River in Chaudière-Appalaches, Quebec (Canada)

The Noire River (in French: rivière Noire) is a tributary of the west bank of the rivière du Moulin whose current flows on the west bank of the Chaudière River; the latter flowing northward to empty on the south shore of the St. Lawrence River. It flows in the municipality of Saint-Alfred, in the Robert-Cliche Regional County Municipality, in the administrative region of Chaudière-Appalaches, in Quebec, in Canada.

== Geography ==
The main neighboring watersheds of the Black River are:
- north side: ruisseau des Meules, Mathieu River, Bras Saint-Victor, Chaudière River;
- east side: Chaudière River, rivière du Moulin;
- south side: Lac Fortin outlet, Victor-Loubier branch, Breton stream, Fabrique stream, Pozer River;
- west side: Bras Saint-Victor, rivière du Cinq, Prévost-Gilbert River.

The Rivière Noire takes its source at the confluence of two streams in an agricultural zone in the municipality of Saint-Alfred. This head zone is located at 3.7 km east of the center of the village of Saint-Victor, at 2.6 km west of the village center of Saint-Alfred and 2.7 km northeast of Lac Fortin and 10.4 km west of the Chaudière River.

From its source, the Black River flows on 4.1 km divided into the following segments:
- 0.3 km north-east, up to the first rang road;
- 2.6 km north-east, crossing the rang Sainte-Marie road, to a country road;
- 1.2 km heading east, crossing a country road, to its confluence.

The Rivière Noire empties on the west bank of the rivière du Moulin in rang Saint-Alexandre-Sud, in the municipality of Saint-Alfred.

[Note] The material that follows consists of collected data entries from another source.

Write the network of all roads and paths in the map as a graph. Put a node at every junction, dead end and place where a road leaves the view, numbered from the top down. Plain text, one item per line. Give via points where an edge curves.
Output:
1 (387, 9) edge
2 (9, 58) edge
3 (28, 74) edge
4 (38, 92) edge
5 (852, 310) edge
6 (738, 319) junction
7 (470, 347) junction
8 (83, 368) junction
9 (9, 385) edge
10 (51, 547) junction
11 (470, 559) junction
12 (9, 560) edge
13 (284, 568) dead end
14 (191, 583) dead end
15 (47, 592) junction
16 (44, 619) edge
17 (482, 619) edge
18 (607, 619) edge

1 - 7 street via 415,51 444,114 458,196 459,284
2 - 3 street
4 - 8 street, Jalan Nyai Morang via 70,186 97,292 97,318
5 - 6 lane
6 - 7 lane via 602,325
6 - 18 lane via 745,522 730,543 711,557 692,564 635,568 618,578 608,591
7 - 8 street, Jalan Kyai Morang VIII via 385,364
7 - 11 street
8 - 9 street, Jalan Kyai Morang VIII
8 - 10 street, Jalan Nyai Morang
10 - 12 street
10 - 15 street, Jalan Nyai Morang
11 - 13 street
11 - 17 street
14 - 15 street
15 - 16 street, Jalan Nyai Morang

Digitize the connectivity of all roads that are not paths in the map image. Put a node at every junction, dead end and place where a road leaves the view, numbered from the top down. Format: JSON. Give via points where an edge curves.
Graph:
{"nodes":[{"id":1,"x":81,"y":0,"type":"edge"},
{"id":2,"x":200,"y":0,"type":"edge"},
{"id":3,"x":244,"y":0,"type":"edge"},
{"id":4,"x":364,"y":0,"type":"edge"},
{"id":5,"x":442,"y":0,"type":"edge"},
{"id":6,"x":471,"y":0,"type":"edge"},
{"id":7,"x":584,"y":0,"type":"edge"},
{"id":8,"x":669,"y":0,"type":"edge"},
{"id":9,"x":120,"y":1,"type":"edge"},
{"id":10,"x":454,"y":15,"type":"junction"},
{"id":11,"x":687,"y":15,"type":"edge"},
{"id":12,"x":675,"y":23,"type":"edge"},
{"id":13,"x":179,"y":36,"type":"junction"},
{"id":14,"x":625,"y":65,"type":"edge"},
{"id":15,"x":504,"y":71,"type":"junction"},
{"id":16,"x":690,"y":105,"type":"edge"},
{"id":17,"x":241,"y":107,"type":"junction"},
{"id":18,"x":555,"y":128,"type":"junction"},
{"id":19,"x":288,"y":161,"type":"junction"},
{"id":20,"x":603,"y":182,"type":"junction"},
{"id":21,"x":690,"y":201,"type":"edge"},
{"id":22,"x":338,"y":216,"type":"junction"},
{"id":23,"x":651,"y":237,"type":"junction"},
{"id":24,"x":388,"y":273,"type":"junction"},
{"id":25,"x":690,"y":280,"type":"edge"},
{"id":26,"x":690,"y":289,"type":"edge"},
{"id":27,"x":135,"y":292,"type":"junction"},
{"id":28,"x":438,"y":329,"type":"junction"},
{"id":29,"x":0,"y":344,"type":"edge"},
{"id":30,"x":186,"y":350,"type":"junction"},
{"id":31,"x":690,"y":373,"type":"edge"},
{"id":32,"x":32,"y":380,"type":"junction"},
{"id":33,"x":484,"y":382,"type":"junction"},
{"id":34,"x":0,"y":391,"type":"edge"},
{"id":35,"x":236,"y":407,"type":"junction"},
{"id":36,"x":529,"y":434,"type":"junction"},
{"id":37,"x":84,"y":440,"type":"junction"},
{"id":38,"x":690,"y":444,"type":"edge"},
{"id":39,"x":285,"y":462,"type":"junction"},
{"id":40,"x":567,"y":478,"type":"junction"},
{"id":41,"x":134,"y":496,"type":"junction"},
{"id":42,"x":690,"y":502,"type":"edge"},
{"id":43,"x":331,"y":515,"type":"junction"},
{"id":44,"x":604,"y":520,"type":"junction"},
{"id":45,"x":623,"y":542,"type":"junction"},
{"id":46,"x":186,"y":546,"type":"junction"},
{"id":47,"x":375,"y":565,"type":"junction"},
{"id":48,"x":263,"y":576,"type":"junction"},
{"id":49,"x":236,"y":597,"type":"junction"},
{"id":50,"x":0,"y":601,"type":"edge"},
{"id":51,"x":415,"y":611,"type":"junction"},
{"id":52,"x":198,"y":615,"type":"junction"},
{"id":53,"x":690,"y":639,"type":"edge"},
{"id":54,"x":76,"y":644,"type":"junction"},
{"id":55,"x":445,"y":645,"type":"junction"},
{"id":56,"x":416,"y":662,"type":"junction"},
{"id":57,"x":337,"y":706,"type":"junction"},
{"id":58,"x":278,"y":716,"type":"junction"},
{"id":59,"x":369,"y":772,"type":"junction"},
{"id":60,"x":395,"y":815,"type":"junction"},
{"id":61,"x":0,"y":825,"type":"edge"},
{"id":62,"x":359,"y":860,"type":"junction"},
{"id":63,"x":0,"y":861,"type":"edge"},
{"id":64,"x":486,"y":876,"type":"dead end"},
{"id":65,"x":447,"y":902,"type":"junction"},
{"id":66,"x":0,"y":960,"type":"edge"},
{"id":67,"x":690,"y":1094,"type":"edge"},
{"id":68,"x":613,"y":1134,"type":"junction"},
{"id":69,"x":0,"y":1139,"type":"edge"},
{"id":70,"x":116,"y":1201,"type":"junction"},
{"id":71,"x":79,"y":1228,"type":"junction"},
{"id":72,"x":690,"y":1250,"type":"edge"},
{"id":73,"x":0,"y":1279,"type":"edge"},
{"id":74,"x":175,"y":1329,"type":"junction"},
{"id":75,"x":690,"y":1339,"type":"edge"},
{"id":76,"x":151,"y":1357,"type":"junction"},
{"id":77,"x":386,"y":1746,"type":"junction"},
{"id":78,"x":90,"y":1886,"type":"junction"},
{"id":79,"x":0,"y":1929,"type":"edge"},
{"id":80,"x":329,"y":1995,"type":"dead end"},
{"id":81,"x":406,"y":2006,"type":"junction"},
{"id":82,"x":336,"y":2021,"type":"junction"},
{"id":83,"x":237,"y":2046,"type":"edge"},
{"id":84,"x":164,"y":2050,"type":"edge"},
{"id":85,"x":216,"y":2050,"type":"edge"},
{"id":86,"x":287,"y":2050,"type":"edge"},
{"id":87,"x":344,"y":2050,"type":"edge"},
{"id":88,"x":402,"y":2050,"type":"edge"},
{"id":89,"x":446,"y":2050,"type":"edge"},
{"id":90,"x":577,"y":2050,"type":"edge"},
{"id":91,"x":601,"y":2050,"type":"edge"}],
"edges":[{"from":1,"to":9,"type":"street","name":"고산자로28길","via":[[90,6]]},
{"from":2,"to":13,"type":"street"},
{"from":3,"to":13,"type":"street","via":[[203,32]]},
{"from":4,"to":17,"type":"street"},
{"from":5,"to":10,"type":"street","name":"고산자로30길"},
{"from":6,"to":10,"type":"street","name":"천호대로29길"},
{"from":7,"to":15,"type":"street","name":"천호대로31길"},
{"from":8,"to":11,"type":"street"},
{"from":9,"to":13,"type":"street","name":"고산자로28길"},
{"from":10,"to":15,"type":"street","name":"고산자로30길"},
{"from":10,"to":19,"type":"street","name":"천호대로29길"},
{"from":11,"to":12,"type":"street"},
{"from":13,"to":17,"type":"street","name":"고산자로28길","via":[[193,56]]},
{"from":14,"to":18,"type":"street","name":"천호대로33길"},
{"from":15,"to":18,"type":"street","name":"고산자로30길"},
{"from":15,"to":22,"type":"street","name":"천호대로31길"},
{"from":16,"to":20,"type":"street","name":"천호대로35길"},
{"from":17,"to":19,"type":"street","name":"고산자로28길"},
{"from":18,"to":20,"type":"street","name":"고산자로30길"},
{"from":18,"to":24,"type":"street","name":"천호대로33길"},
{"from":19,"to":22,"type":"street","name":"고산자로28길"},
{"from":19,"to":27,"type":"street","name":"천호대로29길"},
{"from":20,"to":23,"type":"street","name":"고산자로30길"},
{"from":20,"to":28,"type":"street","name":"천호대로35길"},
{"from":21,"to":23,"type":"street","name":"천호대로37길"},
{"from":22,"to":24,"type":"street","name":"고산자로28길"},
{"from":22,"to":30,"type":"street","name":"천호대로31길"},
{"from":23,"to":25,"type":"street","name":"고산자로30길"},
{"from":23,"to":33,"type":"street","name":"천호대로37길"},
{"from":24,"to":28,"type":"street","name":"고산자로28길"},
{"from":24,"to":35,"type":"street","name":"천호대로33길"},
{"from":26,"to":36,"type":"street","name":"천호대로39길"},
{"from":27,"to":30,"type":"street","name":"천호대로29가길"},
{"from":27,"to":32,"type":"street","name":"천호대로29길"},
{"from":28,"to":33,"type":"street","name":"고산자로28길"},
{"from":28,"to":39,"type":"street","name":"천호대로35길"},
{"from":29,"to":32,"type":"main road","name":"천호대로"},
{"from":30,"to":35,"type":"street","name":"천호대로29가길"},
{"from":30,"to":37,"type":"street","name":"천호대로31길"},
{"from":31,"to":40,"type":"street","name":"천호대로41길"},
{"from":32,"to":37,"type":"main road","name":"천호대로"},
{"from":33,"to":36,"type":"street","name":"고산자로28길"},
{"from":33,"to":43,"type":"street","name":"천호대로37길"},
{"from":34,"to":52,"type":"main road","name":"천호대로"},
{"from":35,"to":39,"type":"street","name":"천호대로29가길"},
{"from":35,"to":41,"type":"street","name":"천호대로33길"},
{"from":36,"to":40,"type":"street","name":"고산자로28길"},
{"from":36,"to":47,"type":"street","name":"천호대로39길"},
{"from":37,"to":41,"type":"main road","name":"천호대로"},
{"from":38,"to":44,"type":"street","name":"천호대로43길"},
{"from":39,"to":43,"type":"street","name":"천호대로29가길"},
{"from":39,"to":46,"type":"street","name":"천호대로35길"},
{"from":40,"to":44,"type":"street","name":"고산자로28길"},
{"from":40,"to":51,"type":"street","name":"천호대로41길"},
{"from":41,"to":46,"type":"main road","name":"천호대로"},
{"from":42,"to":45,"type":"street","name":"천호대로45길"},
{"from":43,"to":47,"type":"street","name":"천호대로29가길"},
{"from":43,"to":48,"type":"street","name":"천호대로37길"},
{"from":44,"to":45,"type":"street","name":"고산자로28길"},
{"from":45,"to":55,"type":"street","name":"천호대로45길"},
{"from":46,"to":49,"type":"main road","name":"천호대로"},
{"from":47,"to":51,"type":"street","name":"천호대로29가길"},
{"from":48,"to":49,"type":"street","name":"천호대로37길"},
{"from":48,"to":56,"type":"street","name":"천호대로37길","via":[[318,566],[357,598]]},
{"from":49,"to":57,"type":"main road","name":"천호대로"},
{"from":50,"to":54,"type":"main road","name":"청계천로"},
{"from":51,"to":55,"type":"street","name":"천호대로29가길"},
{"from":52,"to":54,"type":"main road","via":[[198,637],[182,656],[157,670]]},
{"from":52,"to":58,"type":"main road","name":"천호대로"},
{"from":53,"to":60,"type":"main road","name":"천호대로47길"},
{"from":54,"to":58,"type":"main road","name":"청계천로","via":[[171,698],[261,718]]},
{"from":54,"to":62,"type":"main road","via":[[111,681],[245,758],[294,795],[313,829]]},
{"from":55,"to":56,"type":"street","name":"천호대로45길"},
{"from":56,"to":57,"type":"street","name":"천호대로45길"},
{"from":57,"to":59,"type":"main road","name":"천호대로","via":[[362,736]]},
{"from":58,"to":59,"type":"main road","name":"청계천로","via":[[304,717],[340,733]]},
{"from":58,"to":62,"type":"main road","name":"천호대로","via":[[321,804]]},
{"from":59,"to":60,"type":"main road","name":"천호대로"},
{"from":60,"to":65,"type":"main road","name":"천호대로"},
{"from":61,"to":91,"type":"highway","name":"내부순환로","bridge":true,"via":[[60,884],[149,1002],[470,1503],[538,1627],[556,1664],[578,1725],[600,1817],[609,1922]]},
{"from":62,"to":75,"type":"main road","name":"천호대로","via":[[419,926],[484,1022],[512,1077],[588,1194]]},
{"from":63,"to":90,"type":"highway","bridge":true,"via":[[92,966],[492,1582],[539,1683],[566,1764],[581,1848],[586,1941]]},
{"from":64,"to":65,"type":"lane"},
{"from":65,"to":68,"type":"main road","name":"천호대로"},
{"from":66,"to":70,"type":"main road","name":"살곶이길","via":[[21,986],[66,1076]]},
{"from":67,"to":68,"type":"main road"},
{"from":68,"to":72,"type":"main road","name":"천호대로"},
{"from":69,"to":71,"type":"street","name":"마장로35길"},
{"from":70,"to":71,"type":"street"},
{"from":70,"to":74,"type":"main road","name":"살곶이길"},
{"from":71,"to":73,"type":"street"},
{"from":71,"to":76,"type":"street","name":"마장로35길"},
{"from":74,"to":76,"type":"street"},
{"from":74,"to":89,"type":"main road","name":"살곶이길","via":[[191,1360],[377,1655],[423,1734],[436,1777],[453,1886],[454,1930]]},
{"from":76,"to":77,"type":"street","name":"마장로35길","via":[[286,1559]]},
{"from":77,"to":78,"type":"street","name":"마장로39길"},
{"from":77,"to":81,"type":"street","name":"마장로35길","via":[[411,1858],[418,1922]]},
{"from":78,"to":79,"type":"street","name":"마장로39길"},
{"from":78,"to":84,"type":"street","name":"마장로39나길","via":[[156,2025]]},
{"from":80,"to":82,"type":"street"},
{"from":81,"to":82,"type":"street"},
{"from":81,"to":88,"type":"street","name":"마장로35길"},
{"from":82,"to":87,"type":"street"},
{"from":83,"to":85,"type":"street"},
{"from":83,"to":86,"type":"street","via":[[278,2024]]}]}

The confluence of the Rivière du Moulin is located 1.6 km downstream from Lac Volet (source of the Rivière du Moulin (Beauceville) and downstream from the confluence of rivière des Meules.

== Toponymy ==
The toponym Rivière Noire was formalized on February 18, 1977, at the Commission de toponymie du Québec.